Ainsi se trouvent réunis, parce qu'ils ont un discours commun sur la musique, des gens que la naissance a pourtant séparés et qui pourront se reconnaître mutuellement grâce à ce goût partagé. Si l'on a de la peine à en tracer les contours, alors qu'il est convoqué à toutes occasions, c'est qu'il ne fonctionne pas comme un système scientifique de références, mais comme un appel à la similitude et à l'union entre personnes de qualité.

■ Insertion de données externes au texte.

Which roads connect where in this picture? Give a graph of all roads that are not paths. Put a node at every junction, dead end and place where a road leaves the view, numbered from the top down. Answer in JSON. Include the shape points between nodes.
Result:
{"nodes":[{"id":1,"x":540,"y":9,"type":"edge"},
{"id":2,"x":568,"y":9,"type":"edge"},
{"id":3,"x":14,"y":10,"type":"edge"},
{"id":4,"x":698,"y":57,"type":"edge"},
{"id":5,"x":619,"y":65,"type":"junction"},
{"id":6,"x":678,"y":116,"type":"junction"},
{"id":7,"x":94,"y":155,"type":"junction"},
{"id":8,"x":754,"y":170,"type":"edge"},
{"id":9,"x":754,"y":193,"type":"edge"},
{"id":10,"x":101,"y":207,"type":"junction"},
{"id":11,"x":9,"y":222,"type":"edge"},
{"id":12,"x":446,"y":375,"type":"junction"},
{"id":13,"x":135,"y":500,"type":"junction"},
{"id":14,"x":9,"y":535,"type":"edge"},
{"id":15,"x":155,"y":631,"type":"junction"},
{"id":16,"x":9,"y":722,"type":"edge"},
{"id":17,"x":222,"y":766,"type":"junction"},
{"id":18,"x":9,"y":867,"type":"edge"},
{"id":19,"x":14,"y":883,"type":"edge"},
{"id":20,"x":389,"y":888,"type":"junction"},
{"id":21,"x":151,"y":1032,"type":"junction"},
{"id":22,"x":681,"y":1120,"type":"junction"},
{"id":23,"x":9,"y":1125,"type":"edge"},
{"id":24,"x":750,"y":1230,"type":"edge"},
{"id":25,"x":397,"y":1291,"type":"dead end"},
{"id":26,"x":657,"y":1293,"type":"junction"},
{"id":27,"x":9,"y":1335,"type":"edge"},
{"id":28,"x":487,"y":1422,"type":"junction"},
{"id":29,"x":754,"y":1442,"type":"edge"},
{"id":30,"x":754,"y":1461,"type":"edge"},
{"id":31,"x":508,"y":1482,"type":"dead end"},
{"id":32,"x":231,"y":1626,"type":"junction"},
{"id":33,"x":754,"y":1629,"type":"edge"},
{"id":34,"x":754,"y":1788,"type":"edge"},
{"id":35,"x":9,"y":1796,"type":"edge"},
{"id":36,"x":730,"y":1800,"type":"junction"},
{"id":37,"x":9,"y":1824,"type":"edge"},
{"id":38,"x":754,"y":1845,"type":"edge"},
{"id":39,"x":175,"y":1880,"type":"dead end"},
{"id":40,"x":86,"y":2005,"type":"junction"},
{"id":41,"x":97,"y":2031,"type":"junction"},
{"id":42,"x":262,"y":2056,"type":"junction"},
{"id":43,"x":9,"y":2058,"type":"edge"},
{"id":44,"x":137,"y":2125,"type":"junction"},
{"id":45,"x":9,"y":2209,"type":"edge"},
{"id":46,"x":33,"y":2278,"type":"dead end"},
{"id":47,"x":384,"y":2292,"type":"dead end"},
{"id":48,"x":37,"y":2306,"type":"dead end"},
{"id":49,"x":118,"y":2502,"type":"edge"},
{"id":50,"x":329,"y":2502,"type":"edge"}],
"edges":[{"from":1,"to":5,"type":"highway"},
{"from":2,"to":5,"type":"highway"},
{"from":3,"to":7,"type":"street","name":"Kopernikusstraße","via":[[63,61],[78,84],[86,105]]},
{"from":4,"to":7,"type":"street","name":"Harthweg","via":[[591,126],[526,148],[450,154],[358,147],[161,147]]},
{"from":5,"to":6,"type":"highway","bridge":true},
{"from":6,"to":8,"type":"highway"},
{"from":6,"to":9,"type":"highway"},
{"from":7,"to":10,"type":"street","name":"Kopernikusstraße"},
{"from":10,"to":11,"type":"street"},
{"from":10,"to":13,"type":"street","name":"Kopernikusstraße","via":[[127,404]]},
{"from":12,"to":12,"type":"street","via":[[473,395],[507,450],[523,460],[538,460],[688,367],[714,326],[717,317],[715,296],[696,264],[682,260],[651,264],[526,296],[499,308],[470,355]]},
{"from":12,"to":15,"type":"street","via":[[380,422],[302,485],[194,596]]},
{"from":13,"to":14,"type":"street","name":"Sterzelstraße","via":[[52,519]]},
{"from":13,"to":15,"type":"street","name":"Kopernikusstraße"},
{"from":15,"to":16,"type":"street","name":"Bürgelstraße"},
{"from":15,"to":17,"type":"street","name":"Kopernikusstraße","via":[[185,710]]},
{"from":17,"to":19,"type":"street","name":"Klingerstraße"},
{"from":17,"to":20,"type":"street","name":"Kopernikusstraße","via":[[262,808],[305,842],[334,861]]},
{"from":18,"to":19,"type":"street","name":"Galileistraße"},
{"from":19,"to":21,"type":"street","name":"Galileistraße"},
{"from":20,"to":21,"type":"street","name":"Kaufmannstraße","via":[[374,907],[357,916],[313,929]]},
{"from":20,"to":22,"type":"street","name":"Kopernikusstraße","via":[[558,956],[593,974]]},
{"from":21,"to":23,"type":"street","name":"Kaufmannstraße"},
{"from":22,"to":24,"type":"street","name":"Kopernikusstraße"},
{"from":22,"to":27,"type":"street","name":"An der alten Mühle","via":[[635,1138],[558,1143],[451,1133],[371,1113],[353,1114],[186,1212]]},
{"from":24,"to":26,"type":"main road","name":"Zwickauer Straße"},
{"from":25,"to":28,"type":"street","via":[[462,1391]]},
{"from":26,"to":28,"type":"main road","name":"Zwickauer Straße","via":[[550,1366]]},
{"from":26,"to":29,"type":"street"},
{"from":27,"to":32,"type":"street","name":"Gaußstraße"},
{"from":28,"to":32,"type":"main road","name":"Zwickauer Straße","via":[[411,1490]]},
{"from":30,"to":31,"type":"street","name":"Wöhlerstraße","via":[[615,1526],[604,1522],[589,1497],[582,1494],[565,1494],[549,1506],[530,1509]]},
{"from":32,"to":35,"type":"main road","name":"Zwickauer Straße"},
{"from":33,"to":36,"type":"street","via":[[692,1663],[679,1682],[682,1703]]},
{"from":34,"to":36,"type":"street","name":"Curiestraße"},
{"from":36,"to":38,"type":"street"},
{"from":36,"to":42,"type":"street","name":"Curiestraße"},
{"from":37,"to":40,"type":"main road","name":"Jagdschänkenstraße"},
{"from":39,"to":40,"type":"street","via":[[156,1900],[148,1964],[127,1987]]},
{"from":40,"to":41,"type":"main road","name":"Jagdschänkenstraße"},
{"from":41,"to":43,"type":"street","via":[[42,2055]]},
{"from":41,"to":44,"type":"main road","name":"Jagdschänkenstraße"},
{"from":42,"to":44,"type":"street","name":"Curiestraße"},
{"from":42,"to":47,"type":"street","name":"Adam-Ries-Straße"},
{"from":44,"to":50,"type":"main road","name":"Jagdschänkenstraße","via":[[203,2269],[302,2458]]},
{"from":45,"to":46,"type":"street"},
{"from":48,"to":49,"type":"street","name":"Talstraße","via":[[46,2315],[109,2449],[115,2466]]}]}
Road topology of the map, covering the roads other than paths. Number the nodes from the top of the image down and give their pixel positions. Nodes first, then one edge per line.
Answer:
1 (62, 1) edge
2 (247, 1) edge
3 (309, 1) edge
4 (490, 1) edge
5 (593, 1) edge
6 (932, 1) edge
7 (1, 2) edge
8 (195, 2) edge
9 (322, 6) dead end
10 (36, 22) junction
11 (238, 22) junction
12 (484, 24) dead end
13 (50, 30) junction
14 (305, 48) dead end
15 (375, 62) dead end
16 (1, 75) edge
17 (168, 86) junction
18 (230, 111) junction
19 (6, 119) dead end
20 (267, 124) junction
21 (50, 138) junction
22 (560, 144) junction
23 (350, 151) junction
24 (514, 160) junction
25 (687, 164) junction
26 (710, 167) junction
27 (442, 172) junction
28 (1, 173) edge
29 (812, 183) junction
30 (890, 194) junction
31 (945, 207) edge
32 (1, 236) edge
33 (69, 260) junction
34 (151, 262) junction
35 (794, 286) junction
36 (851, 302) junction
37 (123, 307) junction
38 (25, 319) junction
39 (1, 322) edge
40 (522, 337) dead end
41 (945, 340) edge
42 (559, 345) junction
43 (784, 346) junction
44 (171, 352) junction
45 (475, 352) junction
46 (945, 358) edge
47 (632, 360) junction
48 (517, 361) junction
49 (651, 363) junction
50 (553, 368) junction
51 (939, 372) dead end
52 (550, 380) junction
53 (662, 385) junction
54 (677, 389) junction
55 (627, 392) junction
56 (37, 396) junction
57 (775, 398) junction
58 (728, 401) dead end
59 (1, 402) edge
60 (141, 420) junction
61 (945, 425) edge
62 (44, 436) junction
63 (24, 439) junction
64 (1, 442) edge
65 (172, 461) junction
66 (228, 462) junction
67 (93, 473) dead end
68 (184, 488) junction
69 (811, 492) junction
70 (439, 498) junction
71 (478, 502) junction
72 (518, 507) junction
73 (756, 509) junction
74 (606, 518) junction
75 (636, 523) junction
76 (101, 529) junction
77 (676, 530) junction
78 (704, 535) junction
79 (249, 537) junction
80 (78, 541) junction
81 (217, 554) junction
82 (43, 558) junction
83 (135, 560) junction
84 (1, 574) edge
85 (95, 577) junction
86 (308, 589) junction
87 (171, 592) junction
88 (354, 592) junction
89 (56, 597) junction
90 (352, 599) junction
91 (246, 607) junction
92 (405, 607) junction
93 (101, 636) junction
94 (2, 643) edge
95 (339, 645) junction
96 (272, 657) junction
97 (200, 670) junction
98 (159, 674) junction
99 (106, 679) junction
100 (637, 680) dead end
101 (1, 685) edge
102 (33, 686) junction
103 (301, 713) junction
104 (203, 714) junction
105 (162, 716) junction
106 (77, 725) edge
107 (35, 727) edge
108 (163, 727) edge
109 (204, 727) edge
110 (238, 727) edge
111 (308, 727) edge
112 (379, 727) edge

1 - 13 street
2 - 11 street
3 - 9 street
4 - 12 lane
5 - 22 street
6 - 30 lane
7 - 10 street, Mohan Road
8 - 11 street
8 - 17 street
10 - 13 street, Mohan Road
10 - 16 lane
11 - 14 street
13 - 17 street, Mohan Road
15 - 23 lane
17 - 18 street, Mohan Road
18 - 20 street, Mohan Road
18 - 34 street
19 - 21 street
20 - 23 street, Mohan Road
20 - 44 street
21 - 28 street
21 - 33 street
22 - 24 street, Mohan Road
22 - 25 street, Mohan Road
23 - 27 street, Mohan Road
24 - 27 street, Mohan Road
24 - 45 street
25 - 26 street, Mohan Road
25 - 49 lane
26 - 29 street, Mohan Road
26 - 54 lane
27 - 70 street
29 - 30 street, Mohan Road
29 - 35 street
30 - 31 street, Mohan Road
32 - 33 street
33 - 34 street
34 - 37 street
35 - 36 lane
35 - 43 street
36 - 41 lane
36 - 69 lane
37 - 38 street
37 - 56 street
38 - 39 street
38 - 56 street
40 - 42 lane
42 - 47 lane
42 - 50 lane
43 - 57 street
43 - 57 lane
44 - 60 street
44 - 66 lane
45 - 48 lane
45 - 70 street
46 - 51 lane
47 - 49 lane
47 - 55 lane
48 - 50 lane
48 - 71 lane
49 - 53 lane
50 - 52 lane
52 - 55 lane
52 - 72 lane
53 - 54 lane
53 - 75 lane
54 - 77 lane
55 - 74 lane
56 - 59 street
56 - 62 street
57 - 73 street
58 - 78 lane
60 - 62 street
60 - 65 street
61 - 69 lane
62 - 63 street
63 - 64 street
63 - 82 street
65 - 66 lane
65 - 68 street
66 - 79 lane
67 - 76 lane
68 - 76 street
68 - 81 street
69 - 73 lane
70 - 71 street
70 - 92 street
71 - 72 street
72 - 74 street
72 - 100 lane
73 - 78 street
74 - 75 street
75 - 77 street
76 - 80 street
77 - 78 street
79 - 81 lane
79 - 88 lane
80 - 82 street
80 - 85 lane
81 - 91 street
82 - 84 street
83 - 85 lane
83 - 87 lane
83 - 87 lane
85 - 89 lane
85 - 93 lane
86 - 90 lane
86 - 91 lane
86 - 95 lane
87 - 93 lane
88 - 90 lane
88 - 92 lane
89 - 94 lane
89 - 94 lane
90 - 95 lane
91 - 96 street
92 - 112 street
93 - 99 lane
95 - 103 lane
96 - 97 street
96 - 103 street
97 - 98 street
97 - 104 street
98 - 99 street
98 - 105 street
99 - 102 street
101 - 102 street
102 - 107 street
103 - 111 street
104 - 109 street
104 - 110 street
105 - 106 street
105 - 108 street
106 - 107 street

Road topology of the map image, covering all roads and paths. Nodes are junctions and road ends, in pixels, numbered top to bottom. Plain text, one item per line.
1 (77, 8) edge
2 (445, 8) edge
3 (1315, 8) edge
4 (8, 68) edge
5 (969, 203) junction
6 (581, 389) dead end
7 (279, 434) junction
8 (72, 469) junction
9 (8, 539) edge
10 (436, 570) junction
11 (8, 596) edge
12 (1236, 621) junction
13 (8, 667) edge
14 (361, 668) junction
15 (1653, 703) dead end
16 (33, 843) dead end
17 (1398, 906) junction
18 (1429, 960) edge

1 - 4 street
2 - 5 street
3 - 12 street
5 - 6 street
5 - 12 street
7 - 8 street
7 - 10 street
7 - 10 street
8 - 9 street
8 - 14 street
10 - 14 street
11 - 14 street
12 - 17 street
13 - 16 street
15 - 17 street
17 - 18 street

Si le goût permet d'entrer dans une catégorie sociale d'élite ou de faire la preuve que l'on en fait partie, cela veut dire qu'il sert aussi à exclure de la connivence les personnes d’un faible rang social, ou les extrémistes qui ont un « faux goût », un goût « corrompu » dit-on au XVIIIe siècle. Ces exclus sont ceux qui promeuvent une musique rustique, seulement paysanne ou, à l'inverse, ceux qui sont dans l'excès et produisent une musique « extravagante » et pleine de bizarreries. Ainsi, disions-nous, Bollioud 1 parlera-t-il de « faux goût » pour condamner les « caprices » (« hauteur excessive du ton, vitesse outrée ») mais aussi pour attaquer « la musique bornée », pour se moquer des « chants les plus rustiques ». La remarque de Marcelle Benoit est fondamentale : « Le goût ne réalise pas son antithèse seulement dans la vulgarité, mais aussi dans la richesse inutile » 2 .

Notes
1.

BOLLIOUD de MERMET, De la corruption du goûst dans la musique française, Lyon, 1746. Fac simile : Genève, Minkoff, 1991, p.24, p.34/37.

2.

BENOIT, op. cit. p.84.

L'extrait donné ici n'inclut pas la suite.